↓
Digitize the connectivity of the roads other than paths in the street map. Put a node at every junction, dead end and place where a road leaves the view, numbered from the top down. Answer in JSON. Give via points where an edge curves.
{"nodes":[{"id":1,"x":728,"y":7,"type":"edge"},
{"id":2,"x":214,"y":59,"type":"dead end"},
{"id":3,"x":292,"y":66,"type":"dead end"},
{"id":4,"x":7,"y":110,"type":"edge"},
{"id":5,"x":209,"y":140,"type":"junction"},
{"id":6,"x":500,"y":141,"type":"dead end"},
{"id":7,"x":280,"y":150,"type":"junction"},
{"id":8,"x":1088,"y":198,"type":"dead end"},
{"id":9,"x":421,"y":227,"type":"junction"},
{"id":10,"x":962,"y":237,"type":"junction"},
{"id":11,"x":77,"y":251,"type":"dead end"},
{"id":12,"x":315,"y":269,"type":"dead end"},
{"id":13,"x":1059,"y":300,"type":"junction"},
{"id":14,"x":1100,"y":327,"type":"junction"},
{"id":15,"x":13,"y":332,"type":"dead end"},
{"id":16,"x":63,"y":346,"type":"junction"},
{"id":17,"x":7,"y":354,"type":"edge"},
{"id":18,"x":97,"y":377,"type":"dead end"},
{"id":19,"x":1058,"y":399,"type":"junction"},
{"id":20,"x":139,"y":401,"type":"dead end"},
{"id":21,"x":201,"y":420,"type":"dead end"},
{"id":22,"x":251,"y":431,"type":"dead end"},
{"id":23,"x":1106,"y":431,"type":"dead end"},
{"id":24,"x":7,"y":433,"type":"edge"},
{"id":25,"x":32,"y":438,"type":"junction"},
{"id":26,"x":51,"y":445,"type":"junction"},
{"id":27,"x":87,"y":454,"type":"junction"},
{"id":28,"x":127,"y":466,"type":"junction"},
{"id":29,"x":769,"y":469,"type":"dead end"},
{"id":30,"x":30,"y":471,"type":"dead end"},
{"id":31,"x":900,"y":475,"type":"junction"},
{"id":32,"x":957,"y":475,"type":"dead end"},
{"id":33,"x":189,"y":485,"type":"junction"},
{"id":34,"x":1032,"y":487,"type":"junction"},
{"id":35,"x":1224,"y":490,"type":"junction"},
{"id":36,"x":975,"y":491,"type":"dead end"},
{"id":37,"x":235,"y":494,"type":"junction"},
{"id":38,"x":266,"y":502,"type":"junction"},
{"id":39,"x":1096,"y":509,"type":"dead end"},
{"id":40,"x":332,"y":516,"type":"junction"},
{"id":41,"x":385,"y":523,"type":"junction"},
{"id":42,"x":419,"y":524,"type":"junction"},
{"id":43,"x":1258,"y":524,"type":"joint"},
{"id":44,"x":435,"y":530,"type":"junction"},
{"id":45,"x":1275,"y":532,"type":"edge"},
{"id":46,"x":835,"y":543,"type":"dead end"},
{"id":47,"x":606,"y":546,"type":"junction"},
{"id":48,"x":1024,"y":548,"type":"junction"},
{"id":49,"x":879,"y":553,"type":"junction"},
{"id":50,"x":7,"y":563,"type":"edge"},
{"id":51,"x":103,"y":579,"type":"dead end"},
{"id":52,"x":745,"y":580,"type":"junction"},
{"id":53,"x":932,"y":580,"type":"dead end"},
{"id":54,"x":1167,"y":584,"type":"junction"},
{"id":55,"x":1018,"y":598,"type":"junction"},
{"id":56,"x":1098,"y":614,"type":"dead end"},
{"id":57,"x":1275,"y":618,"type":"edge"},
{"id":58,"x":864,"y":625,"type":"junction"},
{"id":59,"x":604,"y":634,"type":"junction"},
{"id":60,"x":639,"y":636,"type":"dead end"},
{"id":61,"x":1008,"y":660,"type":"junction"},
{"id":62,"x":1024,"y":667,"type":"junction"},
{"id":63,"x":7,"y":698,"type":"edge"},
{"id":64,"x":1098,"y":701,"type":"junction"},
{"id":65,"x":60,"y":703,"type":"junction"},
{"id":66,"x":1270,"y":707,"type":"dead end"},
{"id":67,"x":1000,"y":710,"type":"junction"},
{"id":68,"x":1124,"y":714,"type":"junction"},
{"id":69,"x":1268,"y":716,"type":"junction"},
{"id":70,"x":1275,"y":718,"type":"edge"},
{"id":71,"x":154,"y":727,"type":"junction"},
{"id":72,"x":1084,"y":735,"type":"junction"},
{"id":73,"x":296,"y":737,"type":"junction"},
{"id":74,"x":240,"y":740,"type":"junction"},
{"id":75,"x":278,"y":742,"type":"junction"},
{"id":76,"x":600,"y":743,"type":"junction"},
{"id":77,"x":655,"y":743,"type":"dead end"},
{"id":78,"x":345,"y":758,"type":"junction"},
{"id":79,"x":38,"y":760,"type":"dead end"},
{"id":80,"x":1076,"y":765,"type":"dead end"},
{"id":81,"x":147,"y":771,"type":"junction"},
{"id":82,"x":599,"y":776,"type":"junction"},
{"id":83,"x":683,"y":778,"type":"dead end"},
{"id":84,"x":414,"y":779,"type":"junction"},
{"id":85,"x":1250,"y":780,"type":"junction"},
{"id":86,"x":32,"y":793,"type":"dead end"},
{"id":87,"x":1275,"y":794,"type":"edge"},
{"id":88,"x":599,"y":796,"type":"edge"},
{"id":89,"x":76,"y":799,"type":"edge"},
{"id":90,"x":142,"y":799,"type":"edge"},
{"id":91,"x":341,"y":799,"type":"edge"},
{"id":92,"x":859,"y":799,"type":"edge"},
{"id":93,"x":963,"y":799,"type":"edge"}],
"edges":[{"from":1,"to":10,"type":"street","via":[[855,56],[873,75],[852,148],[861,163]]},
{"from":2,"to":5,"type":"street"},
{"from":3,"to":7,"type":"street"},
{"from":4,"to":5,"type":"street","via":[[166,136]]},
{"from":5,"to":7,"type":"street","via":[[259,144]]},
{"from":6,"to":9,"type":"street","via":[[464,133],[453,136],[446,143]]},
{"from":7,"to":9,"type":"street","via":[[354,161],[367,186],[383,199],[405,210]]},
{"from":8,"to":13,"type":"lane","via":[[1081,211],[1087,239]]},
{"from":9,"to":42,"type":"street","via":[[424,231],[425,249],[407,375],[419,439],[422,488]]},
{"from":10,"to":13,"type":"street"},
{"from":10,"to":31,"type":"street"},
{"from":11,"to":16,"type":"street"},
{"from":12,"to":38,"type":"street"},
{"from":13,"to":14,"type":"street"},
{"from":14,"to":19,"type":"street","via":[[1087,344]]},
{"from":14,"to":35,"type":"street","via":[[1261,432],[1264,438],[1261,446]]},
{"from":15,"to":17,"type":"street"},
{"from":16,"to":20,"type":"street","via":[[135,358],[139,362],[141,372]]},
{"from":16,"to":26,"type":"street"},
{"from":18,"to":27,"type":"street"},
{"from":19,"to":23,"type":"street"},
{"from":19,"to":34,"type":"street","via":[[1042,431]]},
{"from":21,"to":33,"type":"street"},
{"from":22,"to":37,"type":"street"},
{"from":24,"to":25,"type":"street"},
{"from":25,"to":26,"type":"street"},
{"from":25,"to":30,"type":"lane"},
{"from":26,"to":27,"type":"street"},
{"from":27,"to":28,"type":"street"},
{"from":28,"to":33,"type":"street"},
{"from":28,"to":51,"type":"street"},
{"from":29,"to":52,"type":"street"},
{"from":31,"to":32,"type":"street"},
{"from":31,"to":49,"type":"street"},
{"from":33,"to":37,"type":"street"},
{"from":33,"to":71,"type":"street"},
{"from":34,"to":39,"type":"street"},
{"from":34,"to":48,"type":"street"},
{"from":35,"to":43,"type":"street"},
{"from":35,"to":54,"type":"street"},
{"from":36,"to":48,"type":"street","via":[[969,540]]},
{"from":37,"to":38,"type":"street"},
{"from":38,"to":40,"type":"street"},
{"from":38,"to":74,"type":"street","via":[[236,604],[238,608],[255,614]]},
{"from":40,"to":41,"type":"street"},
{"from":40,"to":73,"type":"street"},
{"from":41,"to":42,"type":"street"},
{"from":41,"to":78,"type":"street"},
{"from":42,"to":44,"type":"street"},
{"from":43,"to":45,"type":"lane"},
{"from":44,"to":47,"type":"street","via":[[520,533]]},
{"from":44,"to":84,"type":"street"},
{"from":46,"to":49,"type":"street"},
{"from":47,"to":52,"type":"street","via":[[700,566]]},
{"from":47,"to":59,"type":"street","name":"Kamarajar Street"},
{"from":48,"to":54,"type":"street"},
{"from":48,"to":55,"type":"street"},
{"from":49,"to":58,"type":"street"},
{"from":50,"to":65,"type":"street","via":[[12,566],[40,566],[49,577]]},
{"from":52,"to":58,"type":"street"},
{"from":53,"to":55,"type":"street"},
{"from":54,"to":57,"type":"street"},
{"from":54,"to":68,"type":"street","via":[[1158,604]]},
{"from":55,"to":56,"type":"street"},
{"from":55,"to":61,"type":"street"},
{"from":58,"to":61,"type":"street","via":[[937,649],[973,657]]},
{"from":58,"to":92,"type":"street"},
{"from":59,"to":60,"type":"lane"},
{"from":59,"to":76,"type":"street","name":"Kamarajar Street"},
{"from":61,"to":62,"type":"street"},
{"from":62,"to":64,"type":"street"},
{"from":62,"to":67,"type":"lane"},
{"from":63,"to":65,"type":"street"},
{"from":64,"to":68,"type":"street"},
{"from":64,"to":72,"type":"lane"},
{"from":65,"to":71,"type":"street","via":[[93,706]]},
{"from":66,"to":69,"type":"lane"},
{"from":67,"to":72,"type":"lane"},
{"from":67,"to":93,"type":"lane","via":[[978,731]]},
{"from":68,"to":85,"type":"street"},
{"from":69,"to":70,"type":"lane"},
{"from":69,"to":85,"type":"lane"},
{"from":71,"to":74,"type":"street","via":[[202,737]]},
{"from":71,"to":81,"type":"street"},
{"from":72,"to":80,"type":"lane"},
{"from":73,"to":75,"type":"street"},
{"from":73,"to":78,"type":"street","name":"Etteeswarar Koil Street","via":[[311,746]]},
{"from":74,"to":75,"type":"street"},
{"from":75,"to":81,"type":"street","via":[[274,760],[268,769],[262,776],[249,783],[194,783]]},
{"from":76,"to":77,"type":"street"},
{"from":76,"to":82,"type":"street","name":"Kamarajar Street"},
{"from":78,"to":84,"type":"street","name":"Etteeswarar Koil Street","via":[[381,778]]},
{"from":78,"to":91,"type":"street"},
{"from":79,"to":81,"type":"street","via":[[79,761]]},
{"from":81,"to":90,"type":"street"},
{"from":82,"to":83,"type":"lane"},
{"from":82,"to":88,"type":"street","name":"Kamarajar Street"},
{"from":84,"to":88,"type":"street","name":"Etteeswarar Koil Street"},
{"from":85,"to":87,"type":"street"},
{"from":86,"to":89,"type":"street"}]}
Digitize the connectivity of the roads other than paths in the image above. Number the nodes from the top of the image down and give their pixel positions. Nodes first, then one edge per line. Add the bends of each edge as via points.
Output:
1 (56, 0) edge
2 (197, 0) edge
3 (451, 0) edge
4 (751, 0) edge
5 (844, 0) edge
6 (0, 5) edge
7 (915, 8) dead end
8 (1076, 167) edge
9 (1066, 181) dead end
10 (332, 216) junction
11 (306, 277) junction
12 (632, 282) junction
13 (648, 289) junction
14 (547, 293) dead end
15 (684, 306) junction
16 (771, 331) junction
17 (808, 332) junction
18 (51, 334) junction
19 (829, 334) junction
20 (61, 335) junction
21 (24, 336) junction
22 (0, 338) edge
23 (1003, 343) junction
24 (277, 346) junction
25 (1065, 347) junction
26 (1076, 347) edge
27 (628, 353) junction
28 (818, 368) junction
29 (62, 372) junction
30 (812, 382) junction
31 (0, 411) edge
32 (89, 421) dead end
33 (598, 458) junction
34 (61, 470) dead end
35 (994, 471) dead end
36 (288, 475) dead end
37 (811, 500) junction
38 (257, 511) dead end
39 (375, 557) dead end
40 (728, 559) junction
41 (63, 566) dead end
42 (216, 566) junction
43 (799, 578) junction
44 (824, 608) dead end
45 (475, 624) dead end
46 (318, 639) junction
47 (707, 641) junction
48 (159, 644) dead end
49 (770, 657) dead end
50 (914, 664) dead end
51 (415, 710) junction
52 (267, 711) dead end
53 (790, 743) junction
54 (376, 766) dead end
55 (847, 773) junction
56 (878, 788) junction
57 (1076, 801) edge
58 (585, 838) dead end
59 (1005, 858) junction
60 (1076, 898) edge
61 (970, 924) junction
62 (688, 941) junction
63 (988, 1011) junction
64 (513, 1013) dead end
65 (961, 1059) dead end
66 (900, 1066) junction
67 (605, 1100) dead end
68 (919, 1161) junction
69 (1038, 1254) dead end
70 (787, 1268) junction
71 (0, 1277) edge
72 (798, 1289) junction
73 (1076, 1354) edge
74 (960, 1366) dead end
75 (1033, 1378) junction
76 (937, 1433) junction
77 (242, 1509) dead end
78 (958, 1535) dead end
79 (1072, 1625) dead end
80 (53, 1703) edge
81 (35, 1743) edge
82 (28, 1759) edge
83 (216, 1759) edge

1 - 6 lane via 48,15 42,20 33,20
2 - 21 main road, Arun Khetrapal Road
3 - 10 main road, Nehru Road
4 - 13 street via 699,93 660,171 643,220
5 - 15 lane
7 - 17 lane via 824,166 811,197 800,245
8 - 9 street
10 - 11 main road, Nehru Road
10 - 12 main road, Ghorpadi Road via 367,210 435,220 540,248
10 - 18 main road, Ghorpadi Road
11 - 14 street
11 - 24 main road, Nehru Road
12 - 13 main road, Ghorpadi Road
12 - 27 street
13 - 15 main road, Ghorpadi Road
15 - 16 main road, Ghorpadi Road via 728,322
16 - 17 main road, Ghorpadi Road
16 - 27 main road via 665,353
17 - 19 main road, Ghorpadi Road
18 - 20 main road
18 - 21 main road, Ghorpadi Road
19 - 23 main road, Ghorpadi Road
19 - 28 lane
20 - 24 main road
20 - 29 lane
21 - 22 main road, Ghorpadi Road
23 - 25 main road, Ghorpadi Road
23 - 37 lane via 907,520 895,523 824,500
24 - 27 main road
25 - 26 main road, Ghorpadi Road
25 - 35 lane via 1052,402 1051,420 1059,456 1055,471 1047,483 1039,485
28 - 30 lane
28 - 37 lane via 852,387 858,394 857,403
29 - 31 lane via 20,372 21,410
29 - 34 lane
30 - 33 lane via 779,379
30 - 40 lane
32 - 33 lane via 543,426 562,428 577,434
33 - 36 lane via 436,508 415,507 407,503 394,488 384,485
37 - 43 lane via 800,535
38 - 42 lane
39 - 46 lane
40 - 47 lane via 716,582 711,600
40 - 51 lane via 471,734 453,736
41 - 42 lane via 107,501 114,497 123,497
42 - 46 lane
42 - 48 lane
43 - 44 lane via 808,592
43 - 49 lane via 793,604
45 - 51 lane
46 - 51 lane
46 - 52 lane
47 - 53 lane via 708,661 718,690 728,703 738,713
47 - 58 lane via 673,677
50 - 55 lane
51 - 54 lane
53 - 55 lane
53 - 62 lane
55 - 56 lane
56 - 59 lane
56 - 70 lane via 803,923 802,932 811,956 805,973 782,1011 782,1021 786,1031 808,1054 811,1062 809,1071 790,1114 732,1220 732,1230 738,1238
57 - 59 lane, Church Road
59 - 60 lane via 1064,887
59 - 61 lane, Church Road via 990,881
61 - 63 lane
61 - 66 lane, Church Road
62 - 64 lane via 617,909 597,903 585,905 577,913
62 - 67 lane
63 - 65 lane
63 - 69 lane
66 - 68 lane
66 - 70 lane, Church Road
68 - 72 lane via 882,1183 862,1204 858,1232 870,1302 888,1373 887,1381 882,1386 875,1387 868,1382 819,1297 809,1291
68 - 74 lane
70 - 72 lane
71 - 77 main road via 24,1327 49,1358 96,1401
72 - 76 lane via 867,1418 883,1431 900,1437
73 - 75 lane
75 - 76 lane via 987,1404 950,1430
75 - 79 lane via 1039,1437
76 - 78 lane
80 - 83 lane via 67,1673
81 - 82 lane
↑
- _EXERCISE DIRECTIONS_:
Throughout the records above, find the lines in which the word "Church" appears and return them.

- _ANSWER BOX_:
57 - 59 lane, Church Road
59 - 61 lane, Church Road via 990,881
61 - 66 lane, Church Road
66 - 70 lane, Church Road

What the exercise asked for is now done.